Is all this necessary? Well, really much of what you’ll find in the list is stuff you could do yourself. It doesn’t cost you anything but time to start social network profiles and to participate in those networks. But that’s often the case with hiring a publicist – they’re doing the legwork so you don’t have to. And for many people, that list of marketing features would be too-heavy a workload. But not only that, you can have better results submitting marketing materials through a press – yes, even a self-publishing house – rather than independently through an author’s account. So letterhead or an email from Mill City Press is much more professional and effective than an author asking for a review or mention. Really, this is no different than being on a traditional press.

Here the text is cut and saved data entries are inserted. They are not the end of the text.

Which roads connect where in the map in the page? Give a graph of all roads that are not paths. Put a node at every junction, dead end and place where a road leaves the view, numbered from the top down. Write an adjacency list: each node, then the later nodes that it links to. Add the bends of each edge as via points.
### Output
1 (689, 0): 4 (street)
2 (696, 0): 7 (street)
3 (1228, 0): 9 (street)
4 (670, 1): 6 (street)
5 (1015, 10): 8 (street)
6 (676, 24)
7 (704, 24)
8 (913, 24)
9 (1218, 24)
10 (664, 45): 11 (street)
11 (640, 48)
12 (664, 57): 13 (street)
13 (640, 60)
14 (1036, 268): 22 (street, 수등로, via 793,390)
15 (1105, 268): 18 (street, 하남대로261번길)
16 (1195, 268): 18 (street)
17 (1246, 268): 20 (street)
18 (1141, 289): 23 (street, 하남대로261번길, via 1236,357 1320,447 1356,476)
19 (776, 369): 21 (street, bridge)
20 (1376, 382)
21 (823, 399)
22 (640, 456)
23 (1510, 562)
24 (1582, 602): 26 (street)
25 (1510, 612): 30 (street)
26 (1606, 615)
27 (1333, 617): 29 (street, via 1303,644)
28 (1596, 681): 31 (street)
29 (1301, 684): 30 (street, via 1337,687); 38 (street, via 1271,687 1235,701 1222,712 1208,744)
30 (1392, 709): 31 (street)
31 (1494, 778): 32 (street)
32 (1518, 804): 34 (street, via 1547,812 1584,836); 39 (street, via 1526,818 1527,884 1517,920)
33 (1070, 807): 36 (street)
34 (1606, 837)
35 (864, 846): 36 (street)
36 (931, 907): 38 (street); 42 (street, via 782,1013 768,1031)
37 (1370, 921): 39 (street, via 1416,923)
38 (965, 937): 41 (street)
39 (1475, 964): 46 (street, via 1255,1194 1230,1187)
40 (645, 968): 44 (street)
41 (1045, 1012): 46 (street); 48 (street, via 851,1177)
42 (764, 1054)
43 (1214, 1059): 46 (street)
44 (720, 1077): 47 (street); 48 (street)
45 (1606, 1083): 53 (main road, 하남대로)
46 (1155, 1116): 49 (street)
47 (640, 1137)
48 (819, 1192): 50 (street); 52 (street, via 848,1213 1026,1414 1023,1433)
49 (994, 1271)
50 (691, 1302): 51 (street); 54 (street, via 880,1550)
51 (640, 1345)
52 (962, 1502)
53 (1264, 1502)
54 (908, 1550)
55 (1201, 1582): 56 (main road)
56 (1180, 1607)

Other Features of Mill City Press
In addition to marketing, which is their major selling point, Mill City Press books just look better. Go to the site and scroll through some of their covers. They have the modern appearance of novels on a traditional press. Mill City Press will also submit your book to book buyers at the major chain bookstores. There is no guarantee that Border’s will buy your book, just as there’s no guarantee that marketing efforts will automatically lead to book sales, but this is a significant step better than other self-publishers. Mill City allows for book returns, which is the main stumbling block for brick and mortar bookstore distribution. Finally, a major selling point is that authors keep 100% of the royalties above wholesale printing costs.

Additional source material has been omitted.